__DATA EXTRACTS__:
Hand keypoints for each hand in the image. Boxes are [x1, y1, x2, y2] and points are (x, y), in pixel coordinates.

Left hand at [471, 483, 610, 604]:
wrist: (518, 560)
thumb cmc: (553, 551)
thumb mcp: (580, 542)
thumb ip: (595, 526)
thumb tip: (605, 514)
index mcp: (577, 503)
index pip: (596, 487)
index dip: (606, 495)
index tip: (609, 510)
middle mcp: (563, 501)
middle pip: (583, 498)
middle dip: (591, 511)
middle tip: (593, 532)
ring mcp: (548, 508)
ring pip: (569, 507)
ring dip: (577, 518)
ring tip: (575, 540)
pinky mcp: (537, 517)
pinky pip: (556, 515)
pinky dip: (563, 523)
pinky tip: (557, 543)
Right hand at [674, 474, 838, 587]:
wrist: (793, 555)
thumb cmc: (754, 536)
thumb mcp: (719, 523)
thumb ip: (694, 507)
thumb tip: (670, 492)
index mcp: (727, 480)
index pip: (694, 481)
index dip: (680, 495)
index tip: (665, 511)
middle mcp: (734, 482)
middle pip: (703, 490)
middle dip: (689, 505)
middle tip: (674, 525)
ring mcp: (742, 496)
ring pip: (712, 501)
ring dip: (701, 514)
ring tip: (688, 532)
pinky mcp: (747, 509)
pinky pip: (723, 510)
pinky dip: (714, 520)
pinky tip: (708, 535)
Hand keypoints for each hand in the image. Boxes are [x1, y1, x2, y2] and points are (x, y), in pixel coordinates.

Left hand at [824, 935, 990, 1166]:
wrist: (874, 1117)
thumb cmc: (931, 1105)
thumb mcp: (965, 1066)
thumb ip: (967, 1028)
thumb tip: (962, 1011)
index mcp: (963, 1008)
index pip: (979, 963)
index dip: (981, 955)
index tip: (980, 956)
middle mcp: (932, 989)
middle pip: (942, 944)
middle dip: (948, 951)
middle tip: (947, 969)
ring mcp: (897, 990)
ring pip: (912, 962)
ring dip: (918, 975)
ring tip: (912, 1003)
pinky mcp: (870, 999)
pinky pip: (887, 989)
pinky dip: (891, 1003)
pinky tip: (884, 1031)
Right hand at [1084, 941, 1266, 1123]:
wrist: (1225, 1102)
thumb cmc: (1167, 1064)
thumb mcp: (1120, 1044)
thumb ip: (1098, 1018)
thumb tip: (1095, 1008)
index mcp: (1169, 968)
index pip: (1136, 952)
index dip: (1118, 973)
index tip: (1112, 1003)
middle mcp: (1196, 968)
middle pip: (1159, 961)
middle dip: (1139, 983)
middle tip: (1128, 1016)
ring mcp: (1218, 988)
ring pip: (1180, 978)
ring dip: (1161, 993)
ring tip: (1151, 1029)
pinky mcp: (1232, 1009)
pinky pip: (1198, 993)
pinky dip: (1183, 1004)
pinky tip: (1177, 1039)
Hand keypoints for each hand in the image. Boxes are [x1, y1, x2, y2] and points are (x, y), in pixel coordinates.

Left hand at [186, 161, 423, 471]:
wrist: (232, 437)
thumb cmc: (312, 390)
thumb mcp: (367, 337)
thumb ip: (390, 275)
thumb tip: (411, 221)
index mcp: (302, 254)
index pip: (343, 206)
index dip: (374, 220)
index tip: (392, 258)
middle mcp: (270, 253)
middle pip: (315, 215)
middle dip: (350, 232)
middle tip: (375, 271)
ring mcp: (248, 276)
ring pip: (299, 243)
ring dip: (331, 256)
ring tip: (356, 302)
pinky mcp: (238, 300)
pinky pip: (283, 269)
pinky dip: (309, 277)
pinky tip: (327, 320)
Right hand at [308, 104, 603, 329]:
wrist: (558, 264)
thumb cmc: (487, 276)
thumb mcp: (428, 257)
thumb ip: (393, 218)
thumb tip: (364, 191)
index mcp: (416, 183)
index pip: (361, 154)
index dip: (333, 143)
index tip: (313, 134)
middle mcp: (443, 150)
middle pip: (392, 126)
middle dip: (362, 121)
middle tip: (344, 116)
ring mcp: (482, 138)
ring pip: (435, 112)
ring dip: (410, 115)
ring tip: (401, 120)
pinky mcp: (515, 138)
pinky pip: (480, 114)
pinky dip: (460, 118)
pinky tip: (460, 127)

__TASK TO CARRY OUT__:
Only lines with the word "wrist" are wanted. Find and copy them from the records above.

__RESPONSE TO THE TASK__:
wrist: (518, 560)
wrist: (793, 555)
wrist: (874, 1117)
wrist: (1225, 1102)
wrist: (232, 437)
wrist: (558, 264)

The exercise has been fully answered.